(Collected data entries)
- Opening Delimiter -

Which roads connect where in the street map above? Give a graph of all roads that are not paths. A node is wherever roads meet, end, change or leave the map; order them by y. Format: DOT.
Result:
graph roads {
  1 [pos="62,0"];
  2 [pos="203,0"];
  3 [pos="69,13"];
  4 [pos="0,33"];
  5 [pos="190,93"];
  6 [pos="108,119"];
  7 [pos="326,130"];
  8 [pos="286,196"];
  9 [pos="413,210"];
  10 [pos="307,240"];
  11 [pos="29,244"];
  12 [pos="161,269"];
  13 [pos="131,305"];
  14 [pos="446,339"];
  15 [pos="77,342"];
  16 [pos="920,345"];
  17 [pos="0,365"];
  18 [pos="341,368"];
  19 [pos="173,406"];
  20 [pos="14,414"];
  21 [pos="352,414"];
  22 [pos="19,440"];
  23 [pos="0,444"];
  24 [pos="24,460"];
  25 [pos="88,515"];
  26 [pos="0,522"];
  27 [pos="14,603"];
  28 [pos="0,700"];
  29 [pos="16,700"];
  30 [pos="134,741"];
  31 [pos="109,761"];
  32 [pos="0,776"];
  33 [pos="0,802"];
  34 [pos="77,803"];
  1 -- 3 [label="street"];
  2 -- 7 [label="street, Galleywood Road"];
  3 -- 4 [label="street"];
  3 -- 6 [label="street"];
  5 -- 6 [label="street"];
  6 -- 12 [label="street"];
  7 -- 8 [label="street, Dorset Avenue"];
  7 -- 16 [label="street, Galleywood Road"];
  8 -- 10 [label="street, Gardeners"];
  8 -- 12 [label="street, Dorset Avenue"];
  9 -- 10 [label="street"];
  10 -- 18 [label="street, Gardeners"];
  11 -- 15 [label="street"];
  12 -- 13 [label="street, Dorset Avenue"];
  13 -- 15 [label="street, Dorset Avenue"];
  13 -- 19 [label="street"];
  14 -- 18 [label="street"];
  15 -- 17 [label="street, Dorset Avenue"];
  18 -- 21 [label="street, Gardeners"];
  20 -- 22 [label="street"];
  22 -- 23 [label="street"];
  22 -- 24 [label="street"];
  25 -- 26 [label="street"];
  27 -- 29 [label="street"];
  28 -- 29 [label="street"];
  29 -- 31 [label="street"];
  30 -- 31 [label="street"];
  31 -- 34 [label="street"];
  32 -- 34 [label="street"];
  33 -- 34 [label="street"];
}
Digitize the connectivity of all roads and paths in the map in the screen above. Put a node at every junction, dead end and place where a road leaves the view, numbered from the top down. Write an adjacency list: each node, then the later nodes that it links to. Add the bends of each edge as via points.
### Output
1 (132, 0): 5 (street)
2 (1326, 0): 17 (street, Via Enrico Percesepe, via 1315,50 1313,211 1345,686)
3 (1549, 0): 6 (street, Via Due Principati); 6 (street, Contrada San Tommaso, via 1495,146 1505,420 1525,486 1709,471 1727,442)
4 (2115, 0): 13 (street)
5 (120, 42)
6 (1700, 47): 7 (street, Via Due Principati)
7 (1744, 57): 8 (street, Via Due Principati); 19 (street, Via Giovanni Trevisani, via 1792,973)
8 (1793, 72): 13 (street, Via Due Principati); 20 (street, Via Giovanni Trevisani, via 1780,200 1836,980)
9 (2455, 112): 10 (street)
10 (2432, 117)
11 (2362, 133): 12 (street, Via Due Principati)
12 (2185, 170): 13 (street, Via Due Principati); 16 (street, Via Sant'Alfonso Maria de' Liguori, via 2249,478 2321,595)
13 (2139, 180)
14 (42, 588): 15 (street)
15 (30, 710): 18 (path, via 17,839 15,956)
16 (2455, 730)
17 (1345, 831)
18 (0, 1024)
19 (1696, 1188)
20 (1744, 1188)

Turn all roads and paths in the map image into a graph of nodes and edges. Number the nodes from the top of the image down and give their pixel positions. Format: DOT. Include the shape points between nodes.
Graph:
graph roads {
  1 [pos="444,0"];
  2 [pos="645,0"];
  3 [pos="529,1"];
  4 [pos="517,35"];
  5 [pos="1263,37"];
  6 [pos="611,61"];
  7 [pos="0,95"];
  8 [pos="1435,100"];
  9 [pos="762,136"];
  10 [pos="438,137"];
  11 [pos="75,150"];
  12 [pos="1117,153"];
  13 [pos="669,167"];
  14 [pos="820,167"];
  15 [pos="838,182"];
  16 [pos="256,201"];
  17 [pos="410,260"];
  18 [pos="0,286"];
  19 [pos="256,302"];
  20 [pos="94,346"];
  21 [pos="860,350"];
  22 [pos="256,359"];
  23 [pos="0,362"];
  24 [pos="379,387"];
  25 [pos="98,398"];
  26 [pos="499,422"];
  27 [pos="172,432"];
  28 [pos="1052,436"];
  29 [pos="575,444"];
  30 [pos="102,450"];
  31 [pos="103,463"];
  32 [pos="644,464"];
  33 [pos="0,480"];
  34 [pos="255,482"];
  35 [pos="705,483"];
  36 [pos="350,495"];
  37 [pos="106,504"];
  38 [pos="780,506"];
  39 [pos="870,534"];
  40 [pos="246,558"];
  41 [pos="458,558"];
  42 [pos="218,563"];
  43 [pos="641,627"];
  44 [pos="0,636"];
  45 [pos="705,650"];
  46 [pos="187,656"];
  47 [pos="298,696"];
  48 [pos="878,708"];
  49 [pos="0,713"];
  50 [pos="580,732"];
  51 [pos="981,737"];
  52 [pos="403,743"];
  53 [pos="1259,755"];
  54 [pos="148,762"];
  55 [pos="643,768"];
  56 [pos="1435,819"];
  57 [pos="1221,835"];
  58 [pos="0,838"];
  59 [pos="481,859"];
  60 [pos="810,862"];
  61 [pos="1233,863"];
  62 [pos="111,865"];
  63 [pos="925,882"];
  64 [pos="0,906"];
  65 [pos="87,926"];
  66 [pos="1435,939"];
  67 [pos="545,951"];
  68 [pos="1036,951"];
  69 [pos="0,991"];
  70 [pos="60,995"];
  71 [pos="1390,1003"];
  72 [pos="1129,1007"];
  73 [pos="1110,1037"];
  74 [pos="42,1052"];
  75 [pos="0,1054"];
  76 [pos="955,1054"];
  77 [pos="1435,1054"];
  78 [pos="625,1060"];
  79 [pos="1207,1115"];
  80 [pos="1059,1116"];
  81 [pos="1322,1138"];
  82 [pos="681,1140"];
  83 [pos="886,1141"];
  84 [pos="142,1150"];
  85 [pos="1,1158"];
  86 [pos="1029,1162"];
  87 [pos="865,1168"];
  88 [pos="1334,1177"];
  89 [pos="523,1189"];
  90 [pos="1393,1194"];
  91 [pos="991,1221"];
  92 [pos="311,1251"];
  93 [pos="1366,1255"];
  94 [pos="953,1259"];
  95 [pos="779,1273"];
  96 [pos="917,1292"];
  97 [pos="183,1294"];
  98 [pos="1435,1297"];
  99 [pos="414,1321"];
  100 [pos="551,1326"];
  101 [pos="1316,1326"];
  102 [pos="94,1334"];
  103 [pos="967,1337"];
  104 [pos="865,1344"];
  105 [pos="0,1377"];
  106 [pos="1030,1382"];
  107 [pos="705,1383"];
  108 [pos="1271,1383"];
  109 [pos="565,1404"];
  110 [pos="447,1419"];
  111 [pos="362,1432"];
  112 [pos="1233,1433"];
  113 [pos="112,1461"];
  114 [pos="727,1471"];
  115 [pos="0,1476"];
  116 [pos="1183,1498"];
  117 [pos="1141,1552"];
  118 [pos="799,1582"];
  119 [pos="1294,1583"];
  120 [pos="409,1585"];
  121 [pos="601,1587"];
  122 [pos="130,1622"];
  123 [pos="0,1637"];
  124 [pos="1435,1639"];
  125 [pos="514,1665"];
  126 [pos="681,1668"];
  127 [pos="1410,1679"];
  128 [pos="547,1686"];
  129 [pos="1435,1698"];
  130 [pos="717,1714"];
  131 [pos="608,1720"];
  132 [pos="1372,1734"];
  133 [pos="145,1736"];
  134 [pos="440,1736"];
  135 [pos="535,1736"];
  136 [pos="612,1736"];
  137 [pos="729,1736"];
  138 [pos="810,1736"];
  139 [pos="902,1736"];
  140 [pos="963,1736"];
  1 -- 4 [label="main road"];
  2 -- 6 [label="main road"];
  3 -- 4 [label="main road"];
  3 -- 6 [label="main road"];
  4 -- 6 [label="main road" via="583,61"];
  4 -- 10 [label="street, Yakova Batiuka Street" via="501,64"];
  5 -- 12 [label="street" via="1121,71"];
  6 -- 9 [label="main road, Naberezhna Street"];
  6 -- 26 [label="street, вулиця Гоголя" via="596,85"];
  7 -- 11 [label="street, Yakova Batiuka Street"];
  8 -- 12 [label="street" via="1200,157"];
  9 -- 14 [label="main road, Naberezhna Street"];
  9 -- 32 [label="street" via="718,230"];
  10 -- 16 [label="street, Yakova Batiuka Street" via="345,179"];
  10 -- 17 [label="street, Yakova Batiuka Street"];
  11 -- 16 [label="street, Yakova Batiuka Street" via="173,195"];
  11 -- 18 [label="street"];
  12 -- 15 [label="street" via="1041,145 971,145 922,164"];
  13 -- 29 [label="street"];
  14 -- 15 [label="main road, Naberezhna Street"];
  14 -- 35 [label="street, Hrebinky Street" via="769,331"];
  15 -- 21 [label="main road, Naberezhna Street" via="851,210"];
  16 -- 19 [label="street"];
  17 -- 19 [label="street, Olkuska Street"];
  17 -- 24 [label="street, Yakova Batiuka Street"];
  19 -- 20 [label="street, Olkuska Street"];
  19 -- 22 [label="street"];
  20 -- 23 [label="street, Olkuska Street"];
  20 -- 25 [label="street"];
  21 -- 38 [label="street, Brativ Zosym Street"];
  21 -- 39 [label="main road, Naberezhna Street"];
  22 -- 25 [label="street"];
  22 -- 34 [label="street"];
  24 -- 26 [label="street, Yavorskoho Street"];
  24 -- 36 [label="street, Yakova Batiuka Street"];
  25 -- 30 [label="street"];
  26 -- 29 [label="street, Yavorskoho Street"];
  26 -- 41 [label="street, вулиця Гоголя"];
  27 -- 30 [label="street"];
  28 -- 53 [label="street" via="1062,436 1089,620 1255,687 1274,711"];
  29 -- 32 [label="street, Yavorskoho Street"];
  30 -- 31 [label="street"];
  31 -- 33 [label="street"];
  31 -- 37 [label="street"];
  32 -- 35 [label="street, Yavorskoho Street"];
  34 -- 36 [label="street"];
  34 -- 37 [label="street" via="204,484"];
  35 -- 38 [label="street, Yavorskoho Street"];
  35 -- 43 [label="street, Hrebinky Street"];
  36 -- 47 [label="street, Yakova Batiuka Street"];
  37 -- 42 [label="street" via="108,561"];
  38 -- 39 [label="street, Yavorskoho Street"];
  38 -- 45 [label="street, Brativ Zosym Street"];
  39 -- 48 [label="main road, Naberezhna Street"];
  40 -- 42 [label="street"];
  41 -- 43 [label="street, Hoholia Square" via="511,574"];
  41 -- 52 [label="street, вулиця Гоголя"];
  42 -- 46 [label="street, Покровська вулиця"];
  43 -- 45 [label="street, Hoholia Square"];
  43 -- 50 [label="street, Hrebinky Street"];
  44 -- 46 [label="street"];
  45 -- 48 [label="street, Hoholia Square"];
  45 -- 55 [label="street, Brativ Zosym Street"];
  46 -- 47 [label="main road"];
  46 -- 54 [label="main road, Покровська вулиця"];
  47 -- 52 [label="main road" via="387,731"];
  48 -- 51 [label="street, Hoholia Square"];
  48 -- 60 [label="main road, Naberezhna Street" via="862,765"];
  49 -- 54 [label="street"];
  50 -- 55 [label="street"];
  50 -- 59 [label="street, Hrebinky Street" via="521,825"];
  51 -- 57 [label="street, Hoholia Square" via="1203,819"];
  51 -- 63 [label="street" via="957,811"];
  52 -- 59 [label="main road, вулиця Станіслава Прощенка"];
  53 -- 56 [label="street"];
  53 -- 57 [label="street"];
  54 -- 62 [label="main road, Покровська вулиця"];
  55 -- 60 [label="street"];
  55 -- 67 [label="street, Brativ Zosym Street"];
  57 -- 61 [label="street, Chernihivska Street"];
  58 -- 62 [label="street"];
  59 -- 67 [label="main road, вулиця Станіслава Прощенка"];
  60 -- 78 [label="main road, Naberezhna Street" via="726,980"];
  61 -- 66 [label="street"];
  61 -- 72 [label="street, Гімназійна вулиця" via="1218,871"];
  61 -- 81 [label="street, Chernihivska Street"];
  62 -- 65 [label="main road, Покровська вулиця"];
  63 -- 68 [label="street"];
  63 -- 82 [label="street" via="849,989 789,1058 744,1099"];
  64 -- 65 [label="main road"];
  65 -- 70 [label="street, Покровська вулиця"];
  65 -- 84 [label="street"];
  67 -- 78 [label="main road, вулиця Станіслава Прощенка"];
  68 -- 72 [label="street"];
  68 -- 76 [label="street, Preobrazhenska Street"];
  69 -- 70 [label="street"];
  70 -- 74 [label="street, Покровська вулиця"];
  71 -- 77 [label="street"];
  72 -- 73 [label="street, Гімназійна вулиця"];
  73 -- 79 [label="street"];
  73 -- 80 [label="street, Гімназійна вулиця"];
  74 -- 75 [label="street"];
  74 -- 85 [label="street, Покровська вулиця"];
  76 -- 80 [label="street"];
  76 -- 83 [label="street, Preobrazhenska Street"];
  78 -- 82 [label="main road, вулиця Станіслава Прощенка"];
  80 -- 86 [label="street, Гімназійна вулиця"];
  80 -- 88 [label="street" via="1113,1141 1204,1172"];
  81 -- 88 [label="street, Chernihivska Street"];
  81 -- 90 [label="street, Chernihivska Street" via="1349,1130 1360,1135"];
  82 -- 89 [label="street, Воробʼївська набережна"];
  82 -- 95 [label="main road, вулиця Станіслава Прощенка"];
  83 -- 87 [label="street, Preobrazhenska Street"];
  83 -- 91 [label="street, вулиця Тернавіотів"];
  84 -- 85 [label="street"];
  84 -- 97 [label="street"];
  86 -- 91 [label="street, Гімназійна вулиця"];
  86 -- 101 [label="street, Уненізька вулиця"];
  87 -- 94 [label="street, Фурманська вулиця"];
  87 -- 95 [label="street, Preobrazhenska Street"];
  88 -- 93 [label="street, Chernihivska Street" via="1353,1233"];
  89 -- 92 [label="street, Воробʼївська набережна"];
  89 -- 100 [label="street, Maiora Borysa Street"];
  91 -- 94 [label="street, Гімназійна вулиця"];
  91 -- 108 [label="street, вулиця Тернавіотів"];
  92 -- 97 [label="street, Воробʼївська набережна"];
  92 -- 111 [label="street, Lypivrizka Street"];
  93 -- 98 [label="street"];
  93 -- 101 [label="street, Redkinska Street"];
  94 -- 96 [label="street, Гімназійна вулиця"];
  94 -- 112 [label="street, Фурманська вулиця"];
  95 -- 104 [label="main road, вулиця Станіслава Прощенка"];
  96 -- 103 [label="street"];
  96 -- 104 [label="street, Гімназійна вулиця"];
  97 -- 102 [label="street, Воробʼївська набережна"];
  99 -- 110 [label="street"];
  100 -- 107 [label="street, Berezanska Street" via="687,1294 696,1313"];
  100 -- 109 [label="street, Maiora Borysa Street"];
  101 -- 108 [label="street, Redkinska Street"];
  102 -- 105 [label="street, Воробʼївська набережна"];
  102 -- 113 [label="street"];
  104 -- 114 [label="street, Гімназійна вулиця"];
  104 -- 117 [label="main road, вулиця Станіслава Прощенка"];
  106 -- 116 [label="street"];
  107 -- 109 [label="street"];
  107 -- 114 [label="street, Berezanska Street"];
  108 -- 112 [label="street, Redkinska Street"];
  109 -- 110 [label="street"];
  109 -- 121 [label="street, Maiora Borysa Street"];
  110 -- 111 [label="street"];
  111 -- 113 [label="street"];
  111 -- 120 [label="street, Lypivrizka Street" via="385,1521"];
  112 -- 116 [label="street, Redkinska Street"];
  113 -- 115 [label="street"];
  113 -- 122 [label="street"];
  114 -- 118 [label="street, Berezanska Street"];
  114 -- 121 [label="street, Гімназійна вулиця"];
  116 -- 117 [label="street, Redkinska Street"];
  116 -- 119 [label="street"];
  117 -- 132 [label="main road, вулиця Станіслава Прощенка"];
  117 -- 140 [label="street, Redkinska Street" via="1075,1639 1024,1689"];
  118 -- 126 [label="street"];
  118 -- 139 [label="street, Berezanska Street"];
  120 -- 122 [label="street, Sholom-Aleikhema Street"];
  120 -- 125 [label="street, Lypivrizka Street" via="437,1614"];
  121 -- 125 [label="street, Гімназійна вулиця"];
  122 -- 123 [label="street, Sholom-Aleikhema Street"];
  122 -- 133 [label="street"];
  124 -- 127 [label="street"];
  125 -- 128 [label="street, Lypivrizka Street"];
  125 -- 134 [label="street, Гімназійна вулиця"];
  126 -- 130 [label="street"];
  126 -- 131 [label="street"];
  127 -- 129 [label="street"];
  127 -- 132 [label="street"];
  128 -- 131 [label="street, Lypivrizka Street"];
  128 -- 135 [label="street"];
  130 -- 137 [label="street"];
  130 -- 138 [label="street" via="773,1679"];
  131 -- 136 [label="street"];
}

- Closing Delimiter -

=== Problem ===
Among the records, find every line holding the word "Прощенка" and copy it.

=== Problem solution ===
  52 -- 59 [label="main road, вулиця Станіслава Прощенка"];
  59 -- 67 [label="main road, вулиця Станіслава Прощенка"];
  67 -- 78 [label="main road, вулиця Станіслава Прощенка"];
  78 -- 82 [label="main road, вулиця Станіслава Прощенка"];
  82 -- 95 [label="main road, вулиця Станіслава Прощенка"];
  95 -- 104 [label="main road, вулиця Станіслава Прощенка"];
  104 -- 117 [label="main road, вулиця Станіслава Прощенка"];
  117 -- 132 [label="main road, вулиця Станіслава Прощенка"];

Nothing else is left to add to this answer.